= Carlos Bruch =

Franz Karl Bruch or Carlos Bruch (1 April 1869 – 3 July 1943) was a German-born Argentinian entomologist and archaeological collector. He worked at the La Plata Museum.

==Early life ==
Karl was born in Munich to Christian Bruch. Christian ran a printing shop which he sold in 1887 and the family moved to Argentina to work with a South American Banknote Company in Buenos Aires. Karl, now Carlos, joined the Museum of La Plata which needed a photographic and printing assistant under Francisco P. Moreno. From 1888 to 1891, Christian and Carl helped set up the press in the Museum that allowed Moreno to produce scientific publications with photolithographic illustrations.

==Argentina==
Bruch was interested in insects from a young age. Bruch made several collecting and documenting expeditions, on the Chile border in 1894 followed by trips to Paraguay, Santa Feco Chaco, the sierras of Córdoba, San Luis, Tandil and Ventana. In 1900, following the retirement of Fernando Lahille, Bruch became the head of zoology in the museum.
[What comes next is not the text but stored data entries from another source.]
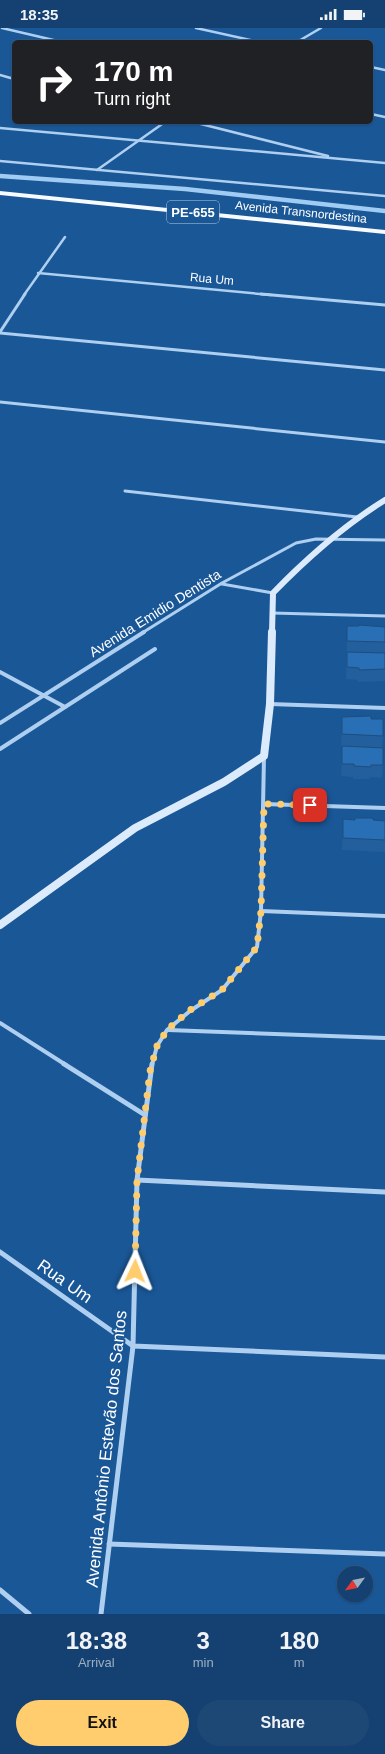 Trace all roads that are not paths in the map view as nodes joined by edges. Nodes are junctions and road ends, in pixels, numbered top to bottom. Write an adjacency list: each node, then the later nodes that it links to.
1 (2, 28): 4 (street)
2 (196, 28): 5 (street)
3 (321, 28): 6 (street)
4 (53, 40)
5 (251, 40)
6 (300, 40)
7 (373, 67): 8 (street)
8 (385, 70)
9 (0, 75): 10 (street)
10 (12, 78)
11 (373, 114): 12 (street)
12 (385, 117)
13 (162, 124): 16 (street)
14 (201, 124): 17 (street)
15 (0, 128): 16 (street)
16 (137, 141): 17 (street); 20 (street)
17 (336, 159): 19 (street)
18 (0, 161): 20 (street)
19 (385, 163)
20 (96, 170): 22 (street)
21 (0, 193): 23 (main road, Avenida Transnordestina / PE-655)
22 (385, 196)
23 (385, 232)
24 (65, 237): 25 (street)
25 (38, 273): 26 (street, Rua Um); 27 (street)
26 (385, 305)
27 (0, 333): 28 (street)
28 (385, 370)
29 (0, 402): 30 (street)
30 (385, 442)
31 (126, 491): 33 (street)
32 (385, 500): 33 (street)
33 (357, 517): 34 (street)
34 (328, 540): 35 (street, Avenida Emidio Dentista); 36 (street, Avenida Emidio Dentista); 37 (street)
35 (385, 540)
36 (222, 584): 37 (street); 42 (street, Avenida Emidio Dentista)
37 (272, 593): 38 (street)
38 (272, 613): 39 (street); 43 (street)
39 (385, 616)
40 (155, 649): 44 (street)
41 (0, 672): 42 (street)
42 (43, 696): 44 (street); 46 (street, Avenida Emidio Dentista)
43 (270, 704): 45 (street); 48 (street)
44 (65, 707): 47 (street)
45 (385, 708)
46 (0, 723)
47 (0, 749)
48 (264, 756): 49 (street, Avenida Antônio Estevão dos Santos); 53 (street)
49 (264, 804): 50 (street); 51 (street, Avenida Antônio Estevão dos Santos)
50 (385, 808)
51 (261, 911): 52 (street); 55 (street, Avenida Antônio Estevão dos Santos)
52 (385, 916)
53 (0, 925)
54 (0, 1023): 57 (street)
55 (167, 1030): 56 (street); 57 (street, Avenida Antônio Estevão dos Santos)
56 (385, 1038)
57 (145, 1115): 58 (street, Avenida Antônio Estevão dos Santos)
58 (137, 1180): 59 (street); 61 (street, Avenida Antônio Estevão dos Santos)
59 (385, 1192)
60 (0, 1252): 61 (street, Rua Um)
61 (133, 1346): 62 (street); 63 (street, Avenida Antônio Estevão dos Santos)
62 (385, 1357)
63 (109, 1544): 64 (street); 67 (street, Avenida Antônio Estevão dos Santos)
64 (385, 1554)
65 (0, 1590): 66 (street)
66 (29, 1614)
67 (101, 1614)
In 1906 the museum was incorporated into the National University of La Plata and he was made a professor of zoology. He described a number of beetles and Hymenoptera. He was given an honorary doctorate in 1913. He donated his collection of nearly 50000 insect specimens to the La Plata Museum. He sent duplicate specimens to other entomologists around the world, and he is honoured in about 380 species including the genera Brucheiser, Bruchiana, Bruchomyia, Bruchiola, Bruchopria, Bruchomymar, Bruchaphodius, Bruchia, and Carlobruchia.